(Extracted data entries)

+ + +

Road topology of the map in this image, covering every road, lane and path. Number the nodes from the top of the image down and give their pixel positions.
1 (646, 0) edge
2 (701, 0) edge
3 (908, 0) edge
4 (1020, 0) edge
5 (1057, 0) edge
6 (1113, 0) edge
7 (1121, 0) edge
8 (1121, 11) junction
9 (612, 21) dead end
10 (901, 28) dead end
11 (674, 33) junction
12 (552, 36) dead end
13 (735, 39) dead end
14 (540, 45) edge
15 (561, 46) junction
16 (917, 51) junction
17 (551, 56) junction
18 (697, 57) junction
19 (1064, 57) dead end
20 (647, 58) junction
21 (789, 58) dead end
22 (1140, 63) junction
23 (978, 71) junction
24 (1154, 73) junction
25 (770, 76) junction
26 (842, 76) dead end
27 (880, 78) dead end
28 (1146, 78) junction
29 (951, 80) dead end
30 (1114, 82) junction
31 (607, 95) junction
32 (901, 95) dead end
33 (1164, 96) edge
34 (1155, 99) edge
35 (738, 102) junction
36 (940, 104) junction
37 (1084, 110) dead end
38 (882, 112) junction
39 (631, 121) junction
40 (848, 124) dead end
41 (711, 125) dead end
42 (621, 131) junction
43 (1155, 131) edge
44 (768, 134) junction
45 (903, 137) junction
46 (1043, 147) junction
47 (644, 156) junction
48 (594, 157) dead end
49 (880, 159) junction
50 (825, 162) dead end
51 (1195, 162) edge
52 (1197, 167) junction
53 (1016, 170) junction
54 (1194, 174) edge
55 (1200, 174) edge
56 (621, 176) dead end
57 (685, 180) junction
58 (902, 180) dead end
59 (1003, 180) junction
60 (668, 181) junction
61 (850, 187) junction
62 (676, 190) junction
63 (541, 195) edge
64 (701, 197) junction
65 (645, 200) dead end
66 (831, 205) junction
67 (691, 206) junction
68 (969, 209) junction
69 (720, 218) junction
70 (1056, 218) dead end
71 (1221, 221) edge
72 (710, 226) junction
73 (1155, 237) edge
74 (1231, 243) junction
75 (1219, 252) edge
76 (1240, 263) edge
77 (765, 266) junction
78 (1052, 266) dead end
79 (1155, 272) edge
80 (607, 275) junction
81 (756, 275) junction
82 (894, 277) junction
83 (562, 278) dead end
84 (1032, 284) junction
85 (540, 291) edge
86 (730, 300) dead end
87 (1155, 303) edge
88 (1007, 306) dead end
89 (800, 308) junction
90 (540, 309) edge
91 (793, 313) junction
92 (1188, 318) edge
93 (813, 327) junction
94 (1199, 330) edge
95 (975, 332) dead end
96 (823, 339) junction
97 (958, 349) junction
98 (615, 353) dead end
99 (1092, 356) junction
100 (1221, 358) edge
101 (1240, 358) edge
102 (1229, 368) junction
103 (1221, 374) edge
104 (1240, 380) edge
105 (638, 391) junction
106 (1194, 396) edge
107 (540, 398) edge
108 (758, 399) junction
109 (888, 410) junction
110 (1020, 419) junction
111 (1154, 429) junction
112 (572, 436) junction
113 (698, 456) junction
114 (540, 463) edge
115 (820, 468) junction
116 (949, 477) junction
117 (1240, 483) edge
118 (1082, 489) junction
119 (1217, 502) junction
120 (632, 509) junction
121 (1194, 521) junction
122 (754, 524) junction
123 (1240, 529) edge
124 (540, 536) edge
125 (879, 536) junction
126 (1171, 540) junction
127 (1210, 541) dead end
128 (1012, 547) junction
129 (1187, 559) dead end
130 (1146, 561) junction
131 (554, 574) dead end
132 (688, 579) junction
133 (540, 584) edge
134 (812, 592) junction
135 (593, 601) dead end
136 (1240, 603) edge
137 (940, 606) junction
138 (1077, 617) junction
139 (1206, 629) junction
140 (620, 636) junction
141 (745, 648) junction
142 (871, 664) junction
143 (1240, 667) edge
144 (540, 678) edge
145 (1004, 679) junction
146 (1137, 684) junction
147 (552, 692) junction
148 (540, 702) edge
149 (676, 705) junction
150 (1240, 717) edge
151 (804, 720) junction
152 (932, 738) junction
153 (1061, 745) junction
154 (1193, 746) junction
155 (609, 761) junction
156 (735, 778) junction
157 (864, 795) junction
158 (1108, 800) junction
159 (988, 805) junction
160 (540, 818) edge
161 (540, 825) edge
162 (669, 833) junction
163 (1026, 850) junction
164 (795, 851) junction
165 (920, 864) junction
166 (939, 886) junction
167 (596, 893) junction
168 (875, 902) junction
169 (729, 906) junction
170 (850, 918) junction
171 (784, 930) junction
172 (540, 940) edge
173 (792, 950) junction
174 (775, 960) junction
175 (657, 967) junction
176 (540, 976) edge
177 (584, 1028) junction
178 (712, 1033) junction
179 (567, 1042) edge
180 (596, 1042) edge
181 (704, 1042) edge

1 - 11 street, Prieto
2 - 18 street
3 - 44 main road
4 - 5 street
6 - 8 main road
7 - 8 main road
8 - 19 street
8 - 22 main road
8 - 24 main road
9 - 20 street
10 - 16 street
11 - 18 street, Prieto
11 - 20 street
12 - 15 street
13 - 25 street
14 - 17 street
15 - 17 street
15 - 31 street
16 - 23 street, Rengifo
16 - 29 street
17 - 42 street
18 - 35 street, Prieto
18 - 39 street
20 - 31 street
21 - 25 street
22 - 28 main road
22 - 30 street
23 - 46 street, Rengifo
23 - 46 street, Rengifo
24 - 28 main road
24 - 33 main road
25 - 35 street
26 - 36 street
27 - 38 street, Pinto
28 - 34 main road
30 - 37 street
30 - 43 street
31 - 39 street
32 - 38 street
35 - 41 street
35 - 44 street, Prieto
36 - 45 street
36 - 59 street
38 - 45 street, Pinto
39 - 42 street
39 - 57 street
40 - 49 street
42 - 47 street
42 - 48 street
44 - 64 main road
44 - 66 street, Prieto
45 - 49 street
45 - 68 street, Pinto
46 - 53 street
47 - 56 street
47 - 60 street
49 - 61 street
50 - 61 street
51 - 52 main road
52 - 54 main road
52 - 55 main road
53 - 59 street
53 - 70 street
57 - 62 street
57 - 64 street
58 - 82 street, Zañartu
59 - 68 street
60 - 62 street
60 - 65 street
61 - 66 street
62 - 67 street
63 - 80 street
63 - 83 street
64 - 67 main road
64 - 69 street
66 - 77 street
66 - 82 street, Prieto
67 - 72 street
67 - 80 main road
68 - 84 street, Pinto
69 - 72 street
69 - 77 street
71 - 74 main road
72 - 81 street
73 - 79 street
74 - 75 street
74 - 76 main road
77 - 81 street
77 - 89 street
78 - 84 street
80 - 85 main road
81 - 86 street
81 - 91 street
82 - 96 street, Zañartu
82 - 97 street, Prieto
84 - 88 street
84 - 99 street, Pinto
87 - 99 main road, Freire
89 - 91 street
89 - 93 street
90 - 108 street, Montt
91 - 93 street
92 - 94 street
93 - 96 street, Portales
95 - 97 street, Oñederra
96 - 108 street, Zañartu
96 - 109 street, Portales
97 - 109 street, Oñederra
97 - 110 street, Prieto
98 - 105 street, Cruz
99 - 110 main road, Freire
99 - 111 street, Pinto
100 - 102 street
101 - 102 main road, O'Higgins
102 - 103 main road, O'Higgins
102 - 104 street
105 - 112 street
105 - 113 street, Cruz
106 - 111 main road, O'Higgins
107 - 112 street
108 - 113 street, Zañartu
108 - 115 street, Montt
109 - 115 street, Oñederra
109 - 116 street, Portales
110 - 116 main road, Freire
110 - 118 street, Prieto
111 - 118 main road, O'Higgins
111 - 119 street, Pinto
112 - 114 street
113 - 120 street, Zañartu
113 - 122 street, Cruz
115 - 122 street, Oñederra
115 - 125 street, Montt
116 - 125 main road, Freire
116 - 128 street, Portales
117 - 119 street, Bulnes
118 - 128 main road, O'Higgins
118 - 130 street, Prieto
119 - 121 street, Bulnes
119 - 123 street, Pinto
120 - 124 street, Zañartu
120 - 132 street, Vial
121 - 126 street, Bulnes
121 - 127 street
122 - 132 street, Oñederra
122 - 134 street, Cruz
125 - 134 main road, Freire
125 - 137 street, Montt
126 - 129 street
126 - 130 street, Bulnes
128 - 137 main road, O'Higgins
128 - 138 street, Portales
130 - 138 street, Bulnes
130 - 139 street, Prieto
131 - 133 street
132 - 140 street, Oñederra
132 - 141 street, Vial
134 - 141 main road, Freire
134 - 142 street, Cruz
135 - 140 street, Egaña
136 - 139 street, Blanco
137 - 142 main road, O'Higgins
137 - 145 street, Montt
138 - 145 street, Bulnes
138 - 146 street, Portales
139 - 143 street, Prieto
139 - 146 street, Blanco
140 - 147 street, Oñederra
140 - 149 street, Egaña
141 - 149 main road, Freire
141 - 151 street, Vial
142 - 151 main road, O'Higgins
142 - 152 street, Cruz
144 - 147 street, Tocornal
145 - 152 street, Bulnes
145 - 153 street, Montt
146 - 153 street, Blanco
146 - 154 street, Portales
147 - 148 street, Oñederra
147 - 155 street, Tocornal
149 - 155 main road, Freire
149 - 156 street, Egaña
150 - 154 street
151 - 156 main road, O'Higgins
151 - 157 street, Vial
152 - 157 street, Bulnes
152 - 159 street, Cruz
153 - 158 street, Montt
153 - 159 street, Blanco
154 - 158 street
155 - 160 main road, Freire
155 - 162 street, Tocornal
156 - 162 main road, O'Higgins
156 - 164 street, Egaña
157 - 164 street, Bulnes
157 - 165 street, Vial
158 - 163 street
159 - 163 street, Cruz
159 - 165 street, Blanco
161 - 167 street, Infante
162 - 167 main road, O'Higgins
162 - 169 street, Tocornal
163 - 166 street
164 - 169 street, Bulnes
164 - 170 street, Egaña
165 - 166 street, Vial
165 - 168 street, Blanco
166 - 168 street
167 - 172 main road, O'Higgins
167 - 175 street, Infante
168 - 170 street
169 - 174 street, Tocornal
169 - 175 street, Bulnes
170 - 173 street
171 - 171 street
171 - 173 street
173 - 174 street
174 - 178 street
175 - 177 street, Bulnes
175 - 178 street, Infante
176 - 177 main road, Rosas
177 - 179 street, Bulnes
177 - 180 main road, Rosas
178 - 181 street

+ + +

- BRIEF
Wherever the word "Pinto" appears in the entries above, copy that whole line.

- RESPONSE BELOW
27 - 38 street, Pinto
38 - 45 street, Pinto
45 - 68 street, Pinto
68 - 84 street, Pinto
84 - 99 street, Pinto
99 - 111 street, Pinto
111 - 119 street, Pinto
119 - 123 street, Pinto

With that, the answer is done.